Da questa disamina si può agevolmente evidenziare come, allo stato, le forze politiche parlamentari sia di centro-destra sia di centro-sinistra abbiano sostanzialmente aderito supinamente alla medesima ideologia laicista e materialista senza grosse differenze. Non vi è dunque una vera opposizione ideologicamente capace di opporsi alle tendenze dissolutrici imposte dai poteri più o meno occulti. La conferma di questa affermazione è data anche dalla posizione del Movimento Cinque Stelle che, da presunta forza anti-sistema, non ha fatto altro che avallare una proposta di legge – quella sulle unioni civili – sostenuta da tutti i poteri forti internazionali.
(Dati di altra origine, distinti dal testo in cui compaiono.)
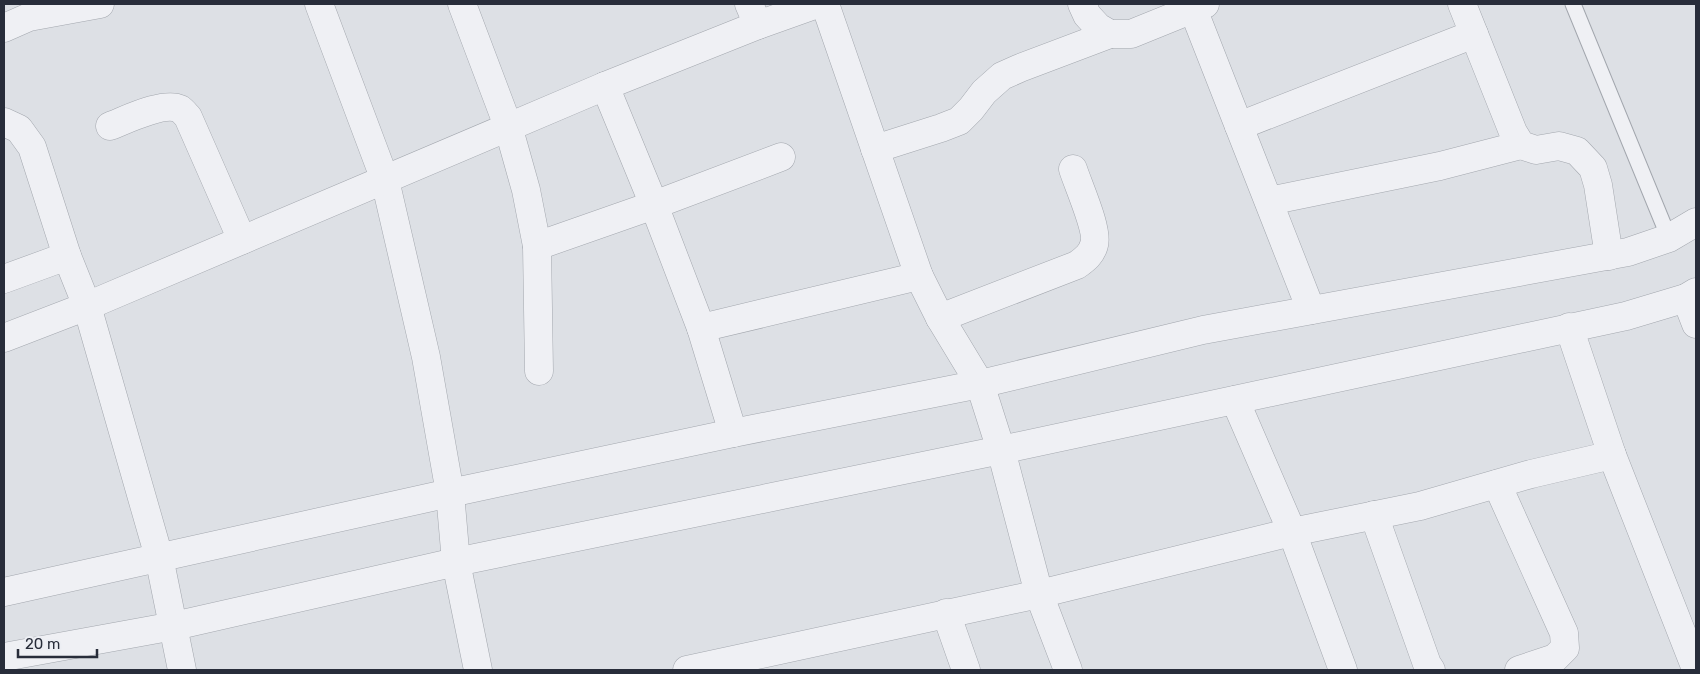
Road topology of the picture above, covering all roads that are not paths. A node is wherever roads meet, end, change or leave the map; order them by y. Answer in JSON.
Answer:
{"nodes":[{"id":1,"x":100,"y":4,"type":"edge"},
{"id":2,"x":319,"y":4,"type":"edge"},
{"id":3,"x":462,"y":4,"type":"edge"},
{"id":4,"x":817,"y":4,"type":"edge"},
{"id":5,"x":825,"y":4,"type":"edge"},
{"id":6,"x":1082,"y":4,"type":"edge"},
{"id":7,"x":1462,"y":4,"type":"edge"},
{"id":8,"x":1573,"y":4,"type":"edge"},
{"id":9,"x":1199,"y":6,"type":"edge"},
{"id":10,"x":26,"y":10,"type":"edge"},
{"id":11,"x":754,"y":14,"type":"edge"},
{"id":12,"x":4,"y":28,"type":"edge"},
{"id":13,"x":1110,"y":34,"type":"junction"},
{"id":14,"x":1474,"y":34,"type":"junction"},
{"id":15,"x":605,"y":86,"type":"junction"},
{"id":16,"x":4,"y":122,"type":"edge"},
{"id":17,"x":110,"y":126,"type":"dead end"},
{"id":18,"x":508,"y":126,"type":"junction"},
{"id":19,"x":1239,"y":126,"type":"junction"},
{"id":20,"x":1521,"y":145,"type":"junction"},
{"id":21,"x":875,"y":149,"type":"junction"},
{"id":22,"x":782,"y":156,"type":"dead end"},
{"id":23,"x":1073,"y":169,"type":"dead end"},
{"id":24,"x":385,"y":180,"type":"junction"},
{"id":25,"x":1269,"y":201,"type":"junction"},
{"id":26,"x":654,"y":205,"type":"junction"},
{"id":27,"x":1696,"y":222,"type":"edge"},
{"id":28,"x":1669,"y":238,"type":"junction"},
{"id":29,"x":242,"y":240,"type":"junction"},
{"id":30,"x":536,"y":246,"type":"junction"},
{"id":31,"x":67,"y":256,"type":"junction"},
{"id":32,"x":1609,"y":256,"type":"junction"},
{"id":33,"x":919,"y":276,"type":"junction"},
{"id":34,"x":4,"y":279,"type":"edge"},
{"id":35,"x":1691,"y":295,"type":"edge"},
{"id":36,"x":87,"y":306,"type":"junction"},
{"id":37,"x":1311,"y":310,"type":"junction"},
{"id":38,"x":940,"y":318,"type":"junction"},
{"id":39,"x":1696,"y":324,"type":"edge"},
{"id":40,"x":1569,"y":327,"type":"junction"},
{"id":41,"x":701,"y":328,"type":"junction"},
{"id":42,"x":4,"y":338,"type":"edge"},
{"id":43,"x":539,"y":371,"type":"dead end"},
{"id":44,"x":980,"y":384,"type":"junction"},
{"id":45,"x":1234,"y":400,"type":"junction"},
{"id":46,"x":733,"y":433,"type":"junction"},
{"id":47,"x":1000,"y":450,"type":"junction"},
{"id":48,"x":1612,"y":455,"type":"junction"},
{"id":49,"x":1497,"y":484,"type":"junction"},
{"id":50,"x":450,"y":493,"type":"junction"},
{"id":51,"x":1374,"y":515,"type":"junction"},
{"id":52,"x":1292,"y":532,"type":"junction"},
{"id":53,"x":159,"y":557,"type":"junction"},
{"id":54,"x":456,"y":562,"type":"junction"},
{"id":55,"x":4,"y":592,"type":"edge"},
{"id":56,"x":1039,"y":594,"type":"junction"},
{"id":57,"x":946,"y":613,"type":"junction"},
{"id":58,"x":174,"y":626,"type":"junction"},
{"id":59,"x":4,"y":657,"type":"edge"},
{"id":60,"x":1696,"y":669,"type":"edge"},
{"id":61,"x":182,"y":670,"type":"edge"},
{"id":62,"x":478,"y":670,"type":"edge"},
{"id":63,"x":686,"y":670,"type":"edge"},
{"id":64,"x":966,"y":670,"type":"edge"},
{"id":65,"x":1068,"y":670,"type":"edge"},
{"id":66,"x":1343,"y":670,"type":"edge"},
{"id":67,"x":1431,"y":670,"type":"edge"},
{"id":68,"x":1518,"y":670,"type":"edge"}],
"edges":[{"from":1,"to":10,"type":"street"},
{"from":2,"to":24,"type":"street"},
{"from":3,"to":18,"type":"street"},
{"from":4,"to":11,"type":"street"},
{"from":5,"to":21,"type":"street"},
{"from":6,"to":13,"type":"street"},
{"from":7,"to":14,"type":"street"},
{"from":8,"to":28,"type":"lane"},
{"from":9,"to":13,"type":"street"},
{"from":9,"to":19,"type":"street"},
{"from":10,"to":12,"type":"street"},
{"from":11,"to":15,"type":"street"},
{"from":13,"to":21,"type":"street"},
{"from":14,"to":19,"type":"street"},
{"from":14,"to":20,"type":"street"},
{"from":15,"to":18,"type":"street"},
{"from":15,"to":26,"type":"street"},
{"from":16,"to":31,"type":"street"},
{"from":17,"to":29,"type":"street"},
{"from":18,"to":24,"type":"street"},
{"from":18,"to":30,"type":"street"},
{"from":19,"to":25,"type":"street"},
{"from":20,"to":25,"type":"street"},
{"from":20,"to":32,"type":"street"},
{"from":21,"to":33,"type":"street"},
{"from":22,"to":26,"type":"street"},
{"from":23,"to":38,"type":"street"},
{"from":24,"to":29,"type":"street"},
{"from":24,"to":50,"type":"street"},
{"from":25,"to":37,"type":"street"},
{"from":26,"to":30,"type":"street"},
{"from":26,"to":41,"type":"street"},
{"from":27,"to":28,"type":"street"},
{"from":28,"to":32,"type":"street"},
{"from":29,"to":36,"type":"street"},
{"from":30,"to":43,"type":"street"},
{"from":31,"to":34,"type":"street"},
{"from":31,"to":36,"type":"street"},
{"from":32,"to":37,"type":"street"},
{"from":33,"to":38,"type":"street"},
{"from":33,"to":41,"type":"street"},
{"from":35,"to":39,"type":"street"},
{"from":35,"to":40,"type":"street"},
{"from":36,"to":42,"type":"street"},
{"from":36,"to":53,"type":"street"},
{"from":37,"to":44,"type":"street"},
{"from":38,"to":44,"type":"street"},
{"from":40,"to":45,"type":"street"},
{"from":40,"to":48,"type":"street"},
{"from":41,"to":46,"type":"street"},
{"from":44,"to":46,"type":"street"},
{"from":44,"to":47,"type":"street"},
{"from":45,"to":47,"type":"street"},
{"from":45,"to":52,"type":"street"},
{"from":46,"to":50,"type":"street"},
{"from":47,"to":54,"type":"street"},
{"from":47,"to":56,"type":"street"},
{"from":48,"to":49,"type":"street"},
{"from":48,"to":60,"type":"street"},
{"from":49,"to":51,"type":"street"},
{"from":49,"to":68,"type":"street"},
{"from":50,"to":53,"type":"street"},
{"from":50,"to":54,"type":"street"},
{"from":51,"to":52,"type":"street"},
{"from":51,"to":67,"type":"street"},
{"from":52,"to":56,"type":"street"},
{"from":52,"to":66,"type":"street"},
{"from":53,"to":55,"type":"street"},
{"from":53,"to":58,"type":"street"},
{"from":54,"to":58,"type":"street"},
{"from":54,"to":62,"type":"street"},
{"from":56,"to":57,"type":"street"},
{"from":56,"to":65,"type":"street"},
{"from":57,"to":63,"type":"street"},
{"from":57,"to":64,"type":"street"},
{"from":58,"to":59,"type":"street"},
{"from":58,"to":61,"type":"street"}]}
Questa deriva ideologica, che non riconosce la centralità della Regalità Sociale di Cristo, non può non avere ricadute drammatiche sulla dimensione del diritto italiano, piegato a mezzo di prevaricazione sui più deboli in funzione dell’asservimento alle bieche logiche edonistiche, incarnate oggi dalle battaglie delle lobbies lgbt. Guai però a perdersi d’animo, perché, come affermato da papa Leone XIII, i cattolici sono fatti per combattere . Spetta quindi agli operatori del diritto e a tutti gli uomini di buona volontà denunciare tutto ciò e segnalare le storture del sistema, nell’attesa che vengano formati politici autenticamente cattolici in grado di tradurre in norme giuridiche quelle che sono le posizioni del Magistero della Chiesa sui temi eticamente sensibili.
Riflessione interessante. Quanto alla conclusione: in democrazia, politici “autenticamente cattolici” servono a poco se non sono sostenuti da folle di elettori altrettanto “autenticamente cattolici”. I politici cattolici “tiepidi”, “a buffet”, sono uno specchio abbastanza fedele dei loro elettori. I cattolici integrali sono certamente coscienti della diffusissima ignoranza dei precetti della Dottrina della Chiesa tra chi si definisce “cattolico”. In democrazia, questo genera un problema di “massa critica”: questa “massa critica” andrebbe persuasa ed educata. Le gerarchie ecclesiastiche sono certamente responsabili, almeno in parte, dell’ignoranza diffusa tra i fedeli, e hanno il dovere di elaborare strategie più efficaci di catechesi delle masse. La perdita prima del monopolio e poi della supremazia cattolica nell’educazione è questione spinosa. Il crocefisso in aula non serve a nulla, se Cristo viene “costretto” ad assistere a lezioni contrarie alla Dottrina; o meglio, è una vittoria di Pirro in una guerra seriamente compromessa. Al contempo, però, in uno Stato democratico moderno, non c’è la possibilità di limitare la libertà di insegnamento di chi non è cattolico. Non resta che una ri-evangelizzazione. Non si tratta di fare i maestrini dalla penna rossa e di richiamare tutti alla dovuta obbedienza, ma di convincere le persone che sbagliano che possono essere persone migliori e più felici se seguono i precetti della Chiesa. È anche questione di marketing, baby: non nel senso di propinare fregnacce populiste, ma di usare legittimi, sacrosanti strumenti retorici di persuasione. Non è un compito da delegare soltanto alle gerarchie (“È tutta colpa di Francy che non sa fare il suo lavoro!”): ogni cattolico integrale deve essere un piccolo apostolo in sedicesimo, con la parola e con l’esempio, ed è per la sua piccola parte responsabile dei destini dell’intera Chiesa cui appartiene.